Requirement: What lines in the following entries hold the word "Webster"? Copy each one.

Records for the exercise:
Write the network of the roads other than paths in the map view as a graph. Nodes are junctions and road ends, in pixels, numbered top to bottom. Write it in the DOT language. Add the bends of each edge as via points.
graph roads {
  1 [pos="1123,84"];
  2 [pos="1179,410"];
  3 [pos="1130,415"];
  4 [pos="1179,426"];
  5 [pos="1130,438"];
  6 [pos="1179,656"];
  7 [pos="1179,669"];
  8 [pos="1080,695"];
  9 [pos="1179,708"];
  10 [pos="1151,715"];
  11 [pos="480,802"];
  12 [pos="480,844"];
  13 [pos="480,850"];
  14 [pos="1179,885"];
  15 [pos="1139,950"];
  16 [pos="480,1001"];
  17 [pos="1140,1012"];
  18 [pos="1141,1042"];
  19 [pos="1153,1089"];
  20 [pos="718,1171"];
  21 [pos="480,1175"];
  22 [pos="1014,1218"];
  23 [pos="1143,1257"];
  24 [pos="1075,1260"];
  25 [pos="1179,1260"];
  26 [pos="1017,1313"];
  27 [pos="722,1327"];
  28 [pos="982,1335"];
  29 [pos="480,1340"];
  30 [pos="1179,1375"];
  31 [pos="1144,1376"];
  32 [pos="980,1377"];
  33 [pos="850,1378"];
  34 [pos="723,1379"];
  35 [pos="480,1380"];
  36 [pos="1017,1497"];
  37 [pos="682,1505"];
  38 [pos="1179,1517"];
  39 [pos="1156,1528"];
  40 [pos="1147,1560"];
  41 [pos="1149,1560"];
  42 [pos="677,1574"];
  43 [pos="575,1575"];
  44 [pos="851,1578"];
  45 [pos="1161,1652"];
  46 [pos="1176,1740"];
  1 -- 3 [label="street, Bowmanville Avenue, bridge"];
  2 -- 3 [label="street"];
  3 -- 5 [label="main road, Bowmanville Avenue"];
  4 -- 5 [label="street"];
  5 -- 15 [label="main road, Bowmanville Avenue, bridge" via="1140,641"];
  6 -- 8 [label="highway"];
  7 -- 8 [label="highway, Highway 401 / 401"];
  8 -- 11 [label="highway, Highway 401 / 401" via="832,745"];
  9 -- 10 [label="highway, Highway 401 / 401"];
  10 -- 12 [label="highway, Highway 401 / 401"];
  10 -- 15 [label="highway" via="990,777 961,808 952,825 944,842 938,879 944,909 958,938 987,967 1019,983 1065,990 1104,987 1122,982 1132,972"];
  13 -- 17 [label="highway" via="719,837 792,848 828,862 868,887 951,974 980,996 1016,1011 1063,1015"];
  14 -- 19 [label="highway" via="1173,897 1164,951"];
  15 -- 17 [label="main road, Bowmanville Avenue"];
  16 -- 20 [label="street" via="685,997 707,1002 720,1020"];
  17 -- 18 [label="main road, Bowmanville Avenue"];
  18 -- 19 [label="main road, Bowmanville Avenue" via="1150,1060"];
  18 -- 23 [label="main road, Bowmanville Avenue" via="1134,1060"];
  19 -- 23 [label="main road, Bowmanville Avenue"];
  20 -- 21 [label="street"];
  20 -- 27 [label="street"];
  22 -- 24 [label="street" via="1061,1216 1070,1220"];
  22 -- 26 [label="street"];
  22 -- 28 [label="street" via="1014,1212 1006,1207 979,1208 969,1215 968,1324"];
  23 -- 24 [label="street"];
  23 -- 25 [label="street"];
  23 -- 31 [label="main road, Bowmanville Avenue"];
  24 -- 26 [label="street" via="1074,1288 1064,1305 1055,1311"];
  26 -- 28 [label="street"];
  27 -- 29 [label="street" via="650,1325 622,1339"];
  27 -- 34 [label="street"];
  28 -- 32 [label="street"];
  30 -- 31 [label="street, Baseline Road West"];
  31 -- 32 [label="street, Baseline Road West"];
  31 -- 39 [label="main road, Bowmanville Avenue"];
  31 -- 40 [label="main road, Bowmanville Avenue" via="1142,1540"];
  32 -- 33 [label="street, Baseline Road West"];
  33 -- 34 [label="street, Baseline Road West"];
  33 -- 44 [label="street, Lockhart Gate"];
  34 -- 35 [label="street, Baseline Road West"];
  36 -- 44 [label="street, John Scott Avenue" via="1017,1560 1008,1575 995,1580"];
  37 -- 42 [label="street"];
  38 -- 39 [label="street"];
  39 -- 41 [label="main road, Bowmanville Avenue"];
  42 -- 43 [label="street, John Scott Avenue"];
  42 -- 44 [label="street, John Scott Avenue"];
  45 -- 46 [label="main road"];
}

* * *

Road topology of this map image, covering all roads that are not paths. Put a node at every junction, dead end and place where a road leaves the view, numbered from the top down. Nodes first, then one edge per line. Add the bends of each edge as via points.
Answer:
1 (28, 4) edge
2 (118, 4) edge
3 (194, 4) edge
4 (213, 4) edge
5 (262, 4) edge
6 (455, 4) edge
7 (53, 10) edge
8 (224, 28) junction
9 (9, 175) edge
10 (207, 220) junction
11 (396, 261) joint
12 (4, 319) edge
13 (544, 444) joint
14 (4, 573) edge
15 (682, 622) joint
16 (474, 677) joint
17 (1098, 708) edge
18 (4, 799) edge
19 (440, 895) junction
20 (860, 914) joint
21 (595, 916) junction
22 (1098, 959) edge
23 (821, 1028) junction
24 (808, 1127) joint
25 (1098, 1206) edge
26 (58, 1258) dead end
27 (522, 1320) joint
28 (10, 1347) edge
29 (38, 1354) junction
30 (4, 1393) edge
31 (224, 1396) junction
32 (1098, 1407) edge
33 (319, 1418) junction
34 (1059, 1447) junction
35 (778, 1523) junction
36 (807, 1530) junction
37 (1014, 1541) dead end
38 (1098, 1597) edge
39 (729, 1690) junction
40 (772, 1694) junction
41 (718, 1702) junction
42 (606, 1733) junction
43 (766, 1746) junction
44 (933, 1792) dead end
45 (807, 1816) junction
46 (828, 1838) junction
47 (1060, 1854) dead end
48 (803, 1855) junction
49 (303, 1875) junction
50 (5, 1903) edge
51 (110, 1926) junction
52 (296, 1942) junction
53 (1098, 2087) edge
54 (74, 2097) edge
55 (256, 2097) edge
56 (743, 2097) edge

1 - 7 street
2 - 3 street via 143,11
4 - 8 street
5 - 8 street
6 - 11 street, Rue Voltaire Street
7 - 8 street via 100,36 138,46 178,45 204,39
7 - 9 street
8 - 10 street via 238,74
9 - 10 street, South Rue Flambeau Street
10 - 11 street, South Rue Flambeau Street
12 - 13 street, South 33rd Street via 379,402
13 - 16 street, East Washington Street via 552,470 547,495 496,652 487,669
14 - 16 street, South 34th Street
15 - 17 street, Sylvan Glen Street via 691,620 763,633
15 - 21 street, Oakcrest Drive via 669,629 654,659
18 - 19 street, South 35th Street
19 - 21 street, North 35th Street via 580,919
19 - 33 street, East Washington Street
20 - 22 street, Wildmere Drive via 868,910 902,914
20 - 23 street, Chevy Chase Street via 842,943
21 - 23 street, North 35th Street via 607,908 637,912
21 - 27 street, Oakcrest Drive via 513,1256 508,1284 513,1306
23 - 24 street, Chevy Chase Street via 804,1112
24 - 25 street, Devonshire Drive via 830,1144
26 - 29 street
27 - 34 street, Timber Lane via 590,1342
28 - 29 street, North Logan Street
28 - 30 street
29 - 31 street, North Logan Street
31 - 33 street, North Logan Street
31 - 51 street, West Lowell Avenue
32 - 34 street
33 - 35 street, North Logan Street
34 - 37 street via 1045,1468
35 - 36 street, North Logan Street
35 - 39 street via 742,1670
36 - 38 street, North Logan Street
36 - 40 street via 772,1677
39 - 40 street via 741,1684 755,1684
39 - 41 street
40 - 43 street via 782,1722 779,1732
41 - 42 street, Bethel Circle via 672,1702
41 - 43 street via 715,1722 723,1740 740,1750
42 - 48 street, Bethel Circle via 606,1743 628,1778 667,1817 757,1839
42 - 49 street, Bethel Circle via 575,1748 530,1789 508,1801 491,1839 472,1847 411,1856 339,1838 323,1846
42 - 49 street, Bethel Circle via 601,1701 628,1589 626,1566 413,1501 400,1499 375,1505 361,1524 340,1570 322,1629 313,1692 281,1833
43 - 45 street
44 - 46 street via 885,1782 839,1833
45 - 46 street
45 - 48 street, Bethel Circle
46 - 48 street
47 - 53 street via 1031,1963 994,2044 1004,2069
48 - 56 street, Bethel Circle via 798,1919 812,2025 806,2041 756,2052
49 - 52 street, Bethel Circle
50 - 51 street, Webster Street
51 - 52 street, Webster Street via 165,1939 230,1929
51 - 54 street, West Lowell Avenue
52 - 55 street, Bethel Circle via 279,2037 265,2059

Response:
50 - 51 street, Webster Street
51 - 52 street, Webster Street via 165,1939 230,1929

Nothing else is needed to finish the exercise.